[[ RECORDS FOR THIS TASK, beginning ]]

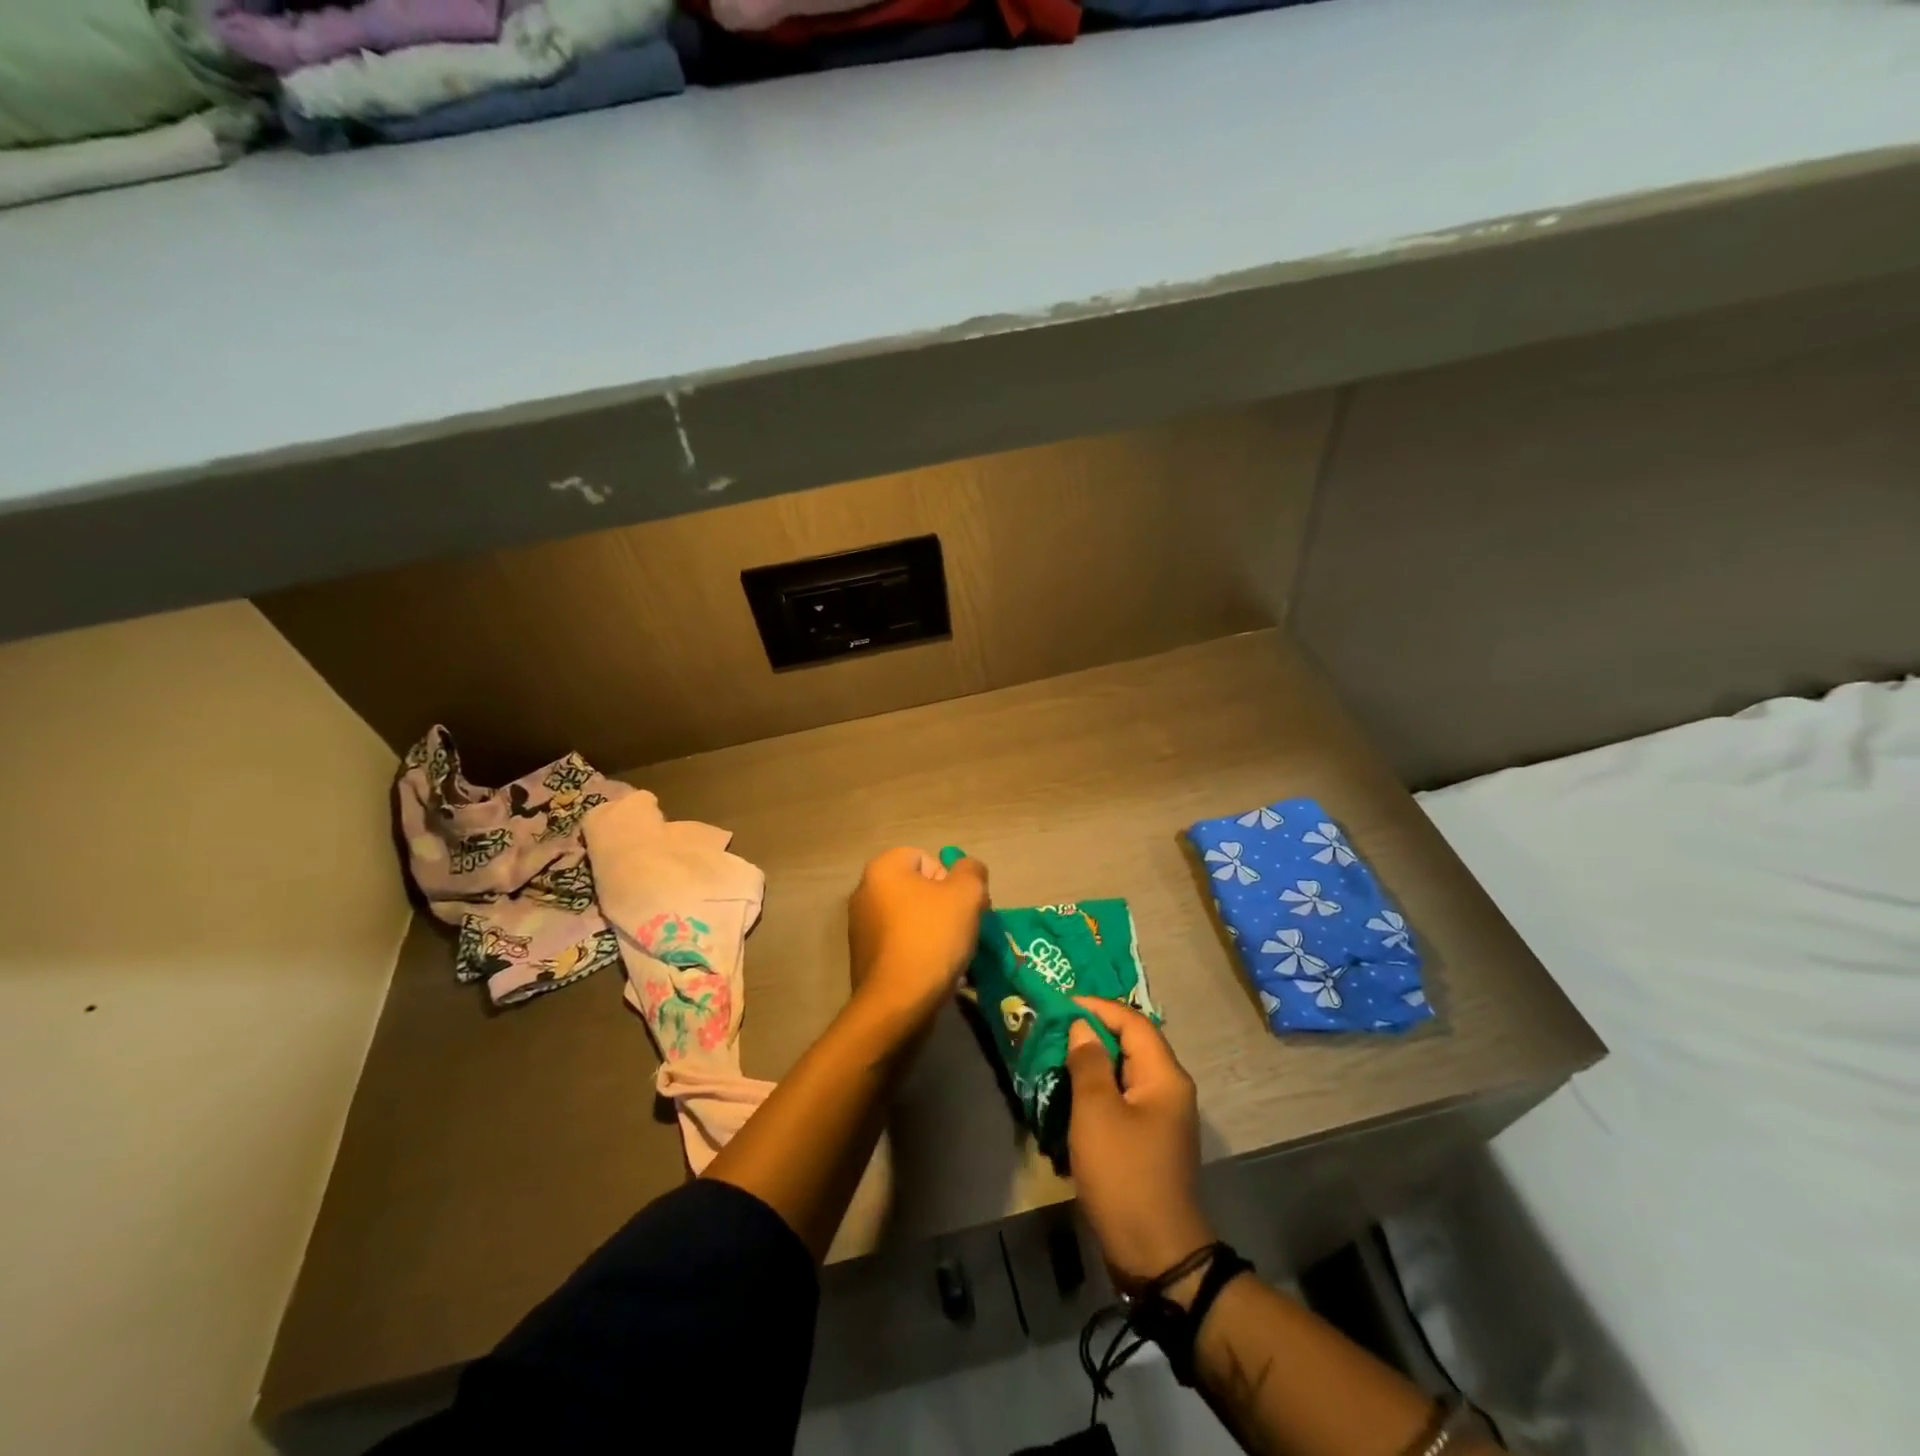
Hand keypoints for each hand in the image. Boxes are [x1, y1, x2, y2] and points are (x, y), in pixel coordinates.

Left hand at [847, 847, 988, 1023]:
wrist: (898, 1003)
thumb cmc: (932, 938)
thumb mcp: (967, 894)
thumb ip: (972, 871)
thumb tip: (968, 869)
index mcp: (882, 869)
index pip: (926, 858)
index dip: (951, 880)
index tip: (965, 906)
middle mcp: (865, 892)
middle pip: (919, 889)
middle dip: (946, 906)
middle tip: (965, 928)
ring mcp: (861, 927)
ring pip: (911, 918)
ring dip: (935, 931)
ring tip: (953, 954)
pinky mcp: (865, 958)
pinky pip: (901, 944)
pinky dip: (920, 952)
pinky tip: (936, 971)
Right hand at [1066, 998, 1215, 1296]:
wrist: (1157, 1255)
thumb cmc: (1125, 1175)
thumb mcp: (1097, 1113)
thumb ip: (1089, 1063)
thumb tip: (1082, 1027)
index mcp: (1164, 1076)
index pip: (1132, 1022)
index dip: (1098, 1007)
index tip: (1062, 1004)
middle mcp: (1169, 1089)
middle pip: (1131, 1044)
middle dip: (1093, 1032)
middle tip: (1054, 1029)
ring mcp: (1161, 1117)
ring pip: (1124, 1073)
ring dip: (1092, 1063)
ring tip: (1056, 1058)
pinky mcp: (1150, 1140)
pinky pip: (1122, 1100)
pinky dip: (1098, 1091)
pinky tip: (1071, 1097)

[[ RECORDS FOR THIS TASK, end ]]
[[ RECORDS FOR THIS TASK, beginning ]]

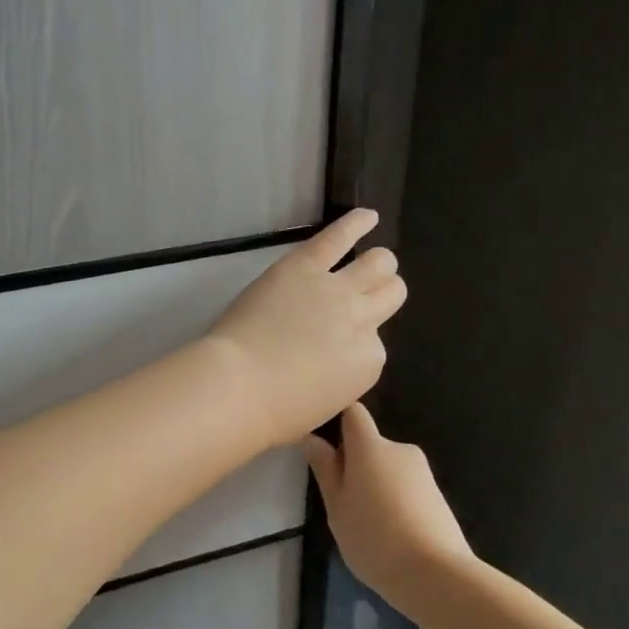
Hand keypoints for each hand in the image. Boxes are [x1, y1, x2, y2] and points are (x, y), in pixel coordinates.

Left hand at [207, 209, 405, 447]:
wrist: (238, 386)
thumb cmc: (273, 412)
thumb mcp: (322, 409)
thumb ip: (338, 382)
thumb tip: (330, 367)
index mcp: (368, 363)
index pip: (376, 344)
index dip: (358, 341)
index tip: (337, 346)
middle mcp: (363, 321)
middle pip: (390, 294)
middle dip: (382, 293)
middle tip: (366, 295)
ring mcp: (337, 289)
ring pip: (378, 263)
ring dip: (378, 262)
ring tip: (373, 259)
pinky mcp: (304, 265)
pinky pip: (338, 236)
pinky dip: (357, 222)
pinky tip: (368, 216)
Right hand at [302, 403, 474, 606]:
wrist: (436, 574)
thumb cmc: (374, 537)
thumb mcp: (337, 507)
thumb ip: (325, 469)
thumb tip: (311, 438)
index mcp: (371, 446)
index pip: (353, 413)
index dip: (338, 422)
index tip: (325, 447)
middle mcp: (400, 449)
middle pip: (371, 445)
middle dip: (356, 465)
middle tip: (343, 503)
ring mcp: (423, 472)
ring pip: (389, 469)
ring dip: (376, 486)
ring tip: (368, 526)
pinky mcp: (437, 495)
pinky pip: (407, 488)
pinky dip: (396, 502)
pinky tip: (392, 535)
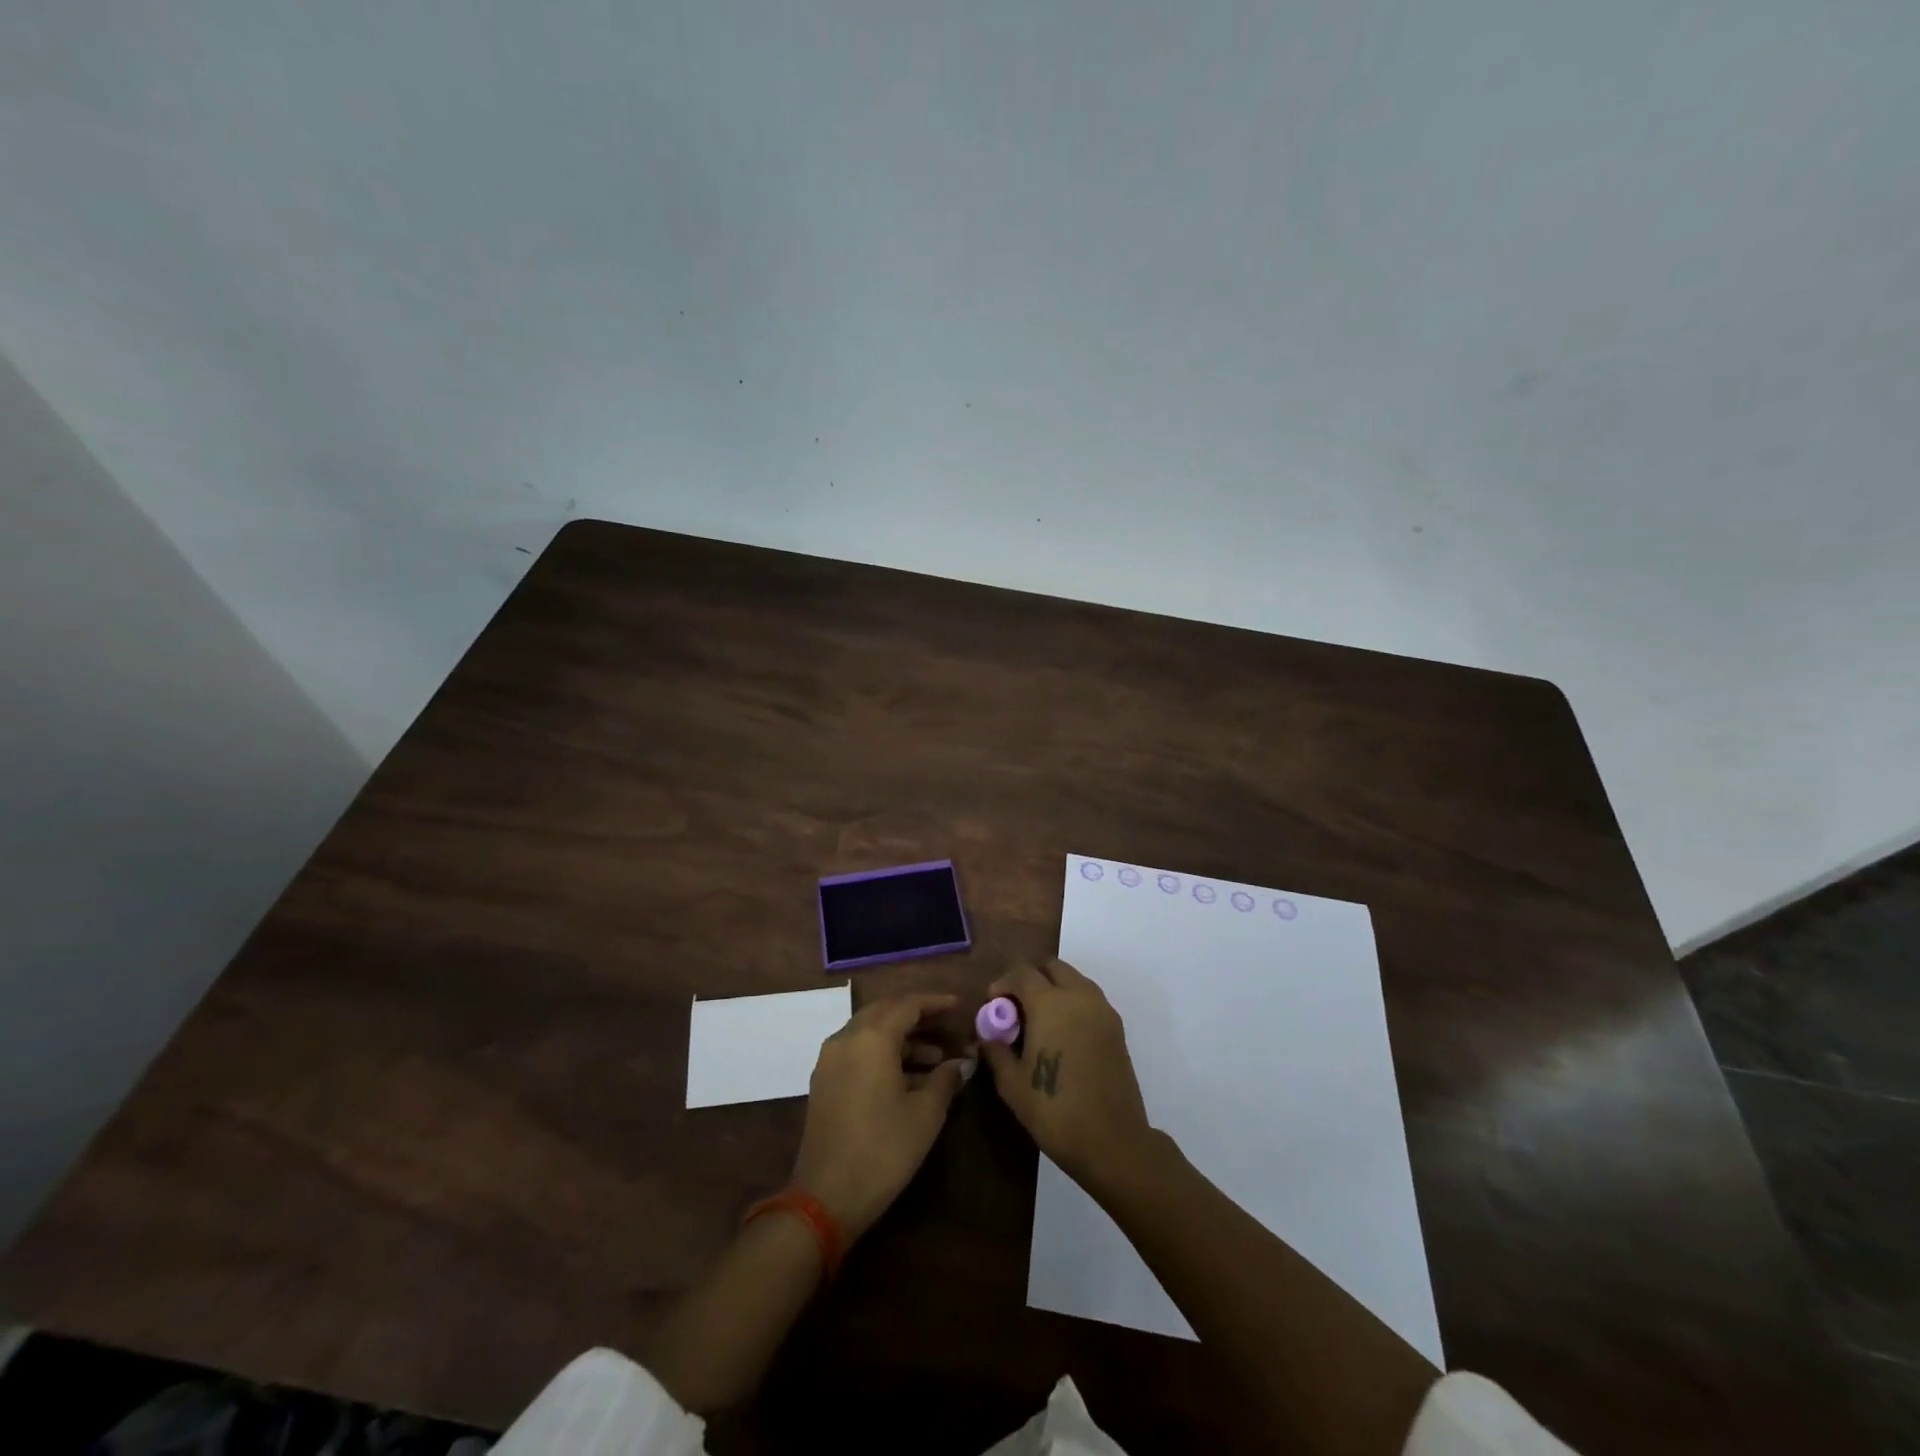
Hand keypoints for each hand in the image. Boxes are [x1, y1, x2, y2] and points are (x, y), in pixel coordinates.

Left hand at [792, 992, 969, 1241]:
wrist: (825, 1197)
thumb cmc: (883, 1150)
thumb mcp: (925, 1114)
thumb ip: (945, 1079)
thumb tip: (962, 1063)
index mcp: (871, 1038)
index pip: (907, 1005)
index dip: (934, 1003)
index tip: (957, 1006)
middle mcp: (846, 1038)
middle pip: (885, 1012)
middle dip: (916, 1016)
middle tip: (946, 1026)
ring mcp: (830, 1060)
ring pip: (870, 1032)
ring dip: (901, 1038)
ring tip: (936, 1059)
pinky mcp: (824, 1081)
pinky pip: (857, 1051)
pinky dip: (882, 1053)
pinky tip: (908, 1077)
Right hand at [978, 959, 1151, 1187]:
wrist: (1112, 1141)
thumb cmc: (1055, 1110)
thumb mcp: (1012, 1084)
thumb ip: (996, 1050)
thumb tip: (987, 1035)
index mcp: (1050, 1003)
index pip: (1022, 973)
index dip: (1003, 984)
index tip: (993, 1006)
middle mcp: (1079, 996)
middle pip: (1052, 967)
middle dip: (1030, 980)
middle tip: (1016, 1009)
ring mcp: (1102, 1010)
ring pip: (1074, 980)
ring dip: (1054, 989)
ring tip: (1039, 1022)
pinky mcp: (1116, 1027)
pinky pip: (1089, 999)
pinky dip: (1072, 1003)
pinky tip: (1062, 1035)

[[ RECORDS FOR THIS TASK, end ]]

◆ WORK TASK: Reproduce, word for word and in full, only the lines above that start at the line with "pinky dip: (882, 1053)" and run through the line with "pinky tip: (1062, 1035)", both ends included.

◆ SOLUTION:
pinky dip: (882, 1053)
pinky tip: (908, 1077)
Right hand at [978, 959, 1151, 1187]:
wrist: (1112, 1141)
thumb cmc: (1055, 1110)
thumb mcp: (1012, 1084)
thumb ip: (996, 1050)
thumb tip: (987, 1035)
index mcp: (1050, 1003)
index pip: (1022, 973)
index dip: (1003, 984)
index tip: (993, 1006)
middle mcp: (1079, 996)
middle pip: (1052, 967)
middle dip: (1030, 980)
middle tip: (1016, 1009)
ring mcp: (1102, 1010)
ring pip: (1074, 980)
ring dip: (1054, 989)
ring tip: (1039, 1022)
pinky mcp: (1116, 1027)
pinky pip: (1089, 999)
pinky dip: (1072, 1003)
pinky tip: (1062, 1035)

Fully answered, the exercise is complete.